Methods: This was a retrospective, observational, cohort study. Between January 2014 and March 2022, 9,147 patients with intracranial aneurysms were screened, and 91 patients with 95 VBTDAs who underwent LVIS-within-Enterprise overlapping-stent assisted-coiling technique or FD were included in the analysis. The primary outcome was the complete occlusion rate at the last angiographic follow-up. The secondary outcomes included adequate aneurysm occlusion, in-stent stenosis/thrombosis, general neurological complications, neurological complications within 30 days after the procedure, the mortality rate, and unfavorable outcomes.

Results: Among the 91 included patients, 55 were treated with LVIS-within-Enterprise overlapping-stent technique (the LE group) and 36 were treated with FD (the FD group). The angiography results at the median follow-up time of 8 months showed complete occlusion rates of 90.0% and 60.9% for the LE and FD groups, respectively, with an adjusted odds ratio of 5.79 (95% CI: 1.35-24.85; P=0.01).
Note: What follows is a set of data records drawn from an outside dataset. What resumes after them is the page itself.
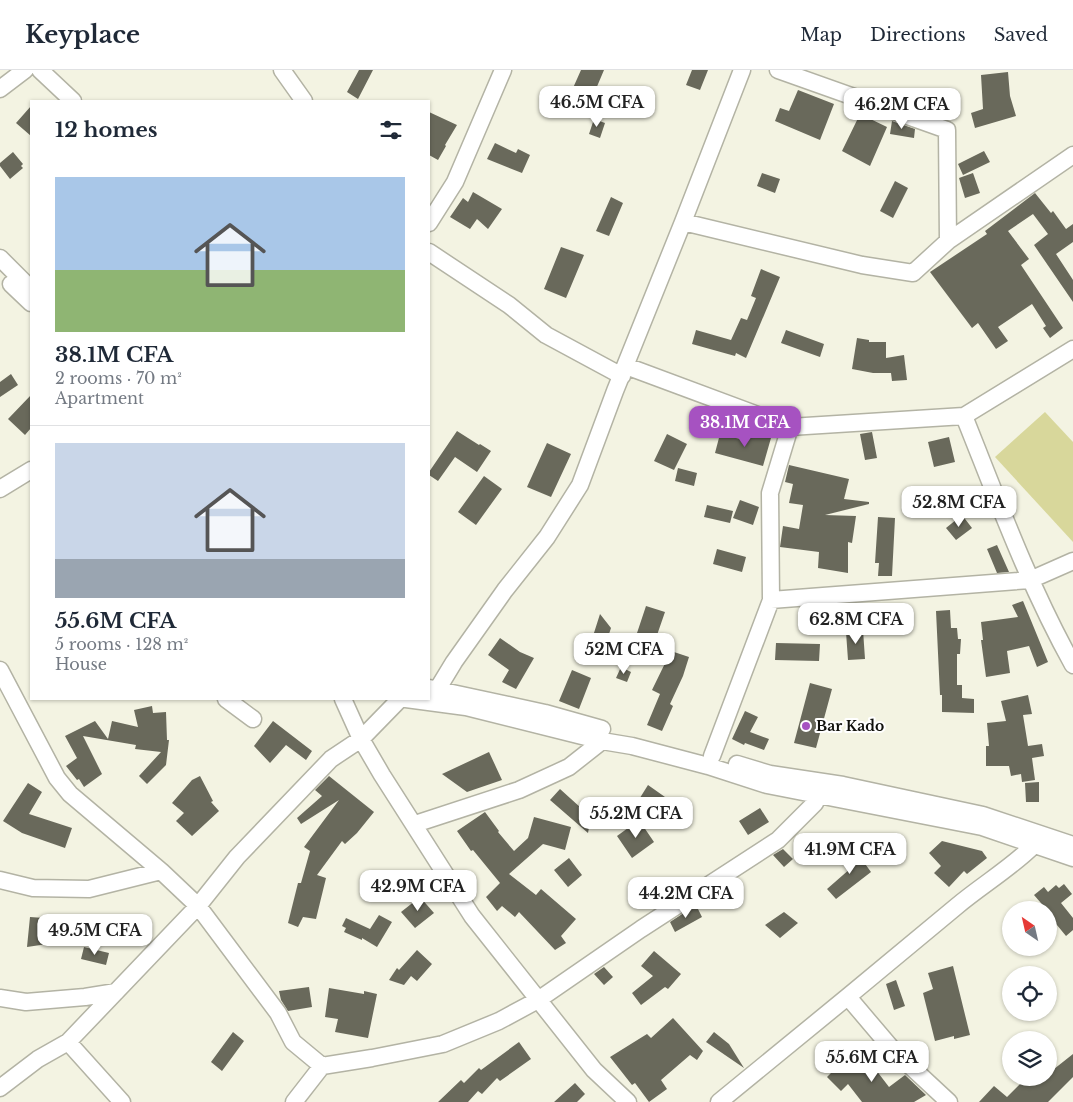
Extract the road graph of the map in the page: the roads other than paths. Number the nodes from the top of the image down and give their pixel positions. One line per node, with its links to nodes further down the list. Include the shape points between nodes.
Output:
1 (25, 70): 7 (street)
2 (40, 70): 8 (street)
3 (282, 70): 9 (street)
4 (503, 70): 11 (street, via 455,182)
5 (742, 70): 12 (street)
6 (778, 70): 13 (street, via 947,130)
7 (0, 89)
8 (72, 100)
9 (303, 100)
10 (1073, 155): 13 (street)
11 (430, 221)
12 (683, 222): 13 (street, via 862,265 913,273); 20 (street)
13 (948, 241)
14 (430, 253): 20 (street, via 509,304 546,335)
15 (0, 258): 17 (street)
16 (0, 273): 18 (street)
17 (30, 288)
18 (30, 302)
19 (1073, 348): 21 (street)
20 (624, 371): 22 (street); 30 (street, via 580,485 547,537)
21 (964, 416): 22 (street); 26 (street)
22 (790, 426): 27 (street, via 770,493)
23 (30, 471): 24 (street)
24 (0, 489)
25 (1073, 562): 26 (street)
26 (1030, 580): 27 (street); 28 (street)
27 (771, 600): 38 (street)
28 (1073, 665)
29 (0, 670): 44 (street, via 57,778 70,794)
30 (433, 689): 38 (street, via 545,713)
31 (227, 700): 35 (street)
32 (343, 700): 36 (street)
33 (399, 700): 36 (street)
34 (414, 700): 37 (street, via 466,707)
35 (253, 719)
36 (362, 739): 40 (street); 46 (street, via 331,759 237,856)
37 (602, 741): 39 (street, via 708,766 767,785); 40 (street, via 569,767 519,790)
38 (712, 756): 42 (street, via 770,774 843,785 983,815)
39 (819, 795): 41 (street, via 982,827); 50 (street, via 778,840)
40 (415, 824): 50 (street, via 472,916)
41 (1034, 845): 43 (street); 48 (street, via 978,887)
42 (1073, 845)
43 (1073, 858)
44 (161, 871): 45 (street, via 90,889 33,888); 46 (street)
45 (0, 880)
46 (198, 906): 47 (street); 52 (street, via 278,1013 293,1042)
47 (116, 992): 49 (street, via 26,1002); 51 (street)
48 (848, 997): 57 (street); 58 (street, via 893,1050)
49 (0, 998)
50 (538, 1000): 52 (street, via 500,1021 443,1044); 56 (street, via 594,1070)
51 (68, 1042): 53 (street, via 38,1059); 54 (street)
52 (322, 1066): 55 (street)
53 (0, 1088)
54 (122, 1102)
55 (294, 1102)
56 (628, 1102)
57 (720, 1102)
58 (949, 1102)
Adequate aneurysm occlusion (P=0.98), in-stent stenosis/thrombosis (P=0.46), general neurological complications (P=0.22), neurological complications within 30 days after the procedure (P=0.63), mortality rate (P=0.31), and unfavorable outcomes (P=0.07) at the last clinical follow-up did not differ significantly between the 2 groups.

Conclusions: A significantly higher complete occlusion rate for VBTDAs was found following LVIS-within-Enterprise overlapping-stent technique as compared with FD. The 2 treatment modalities have comparable adequate occlusion rates and safety profiles.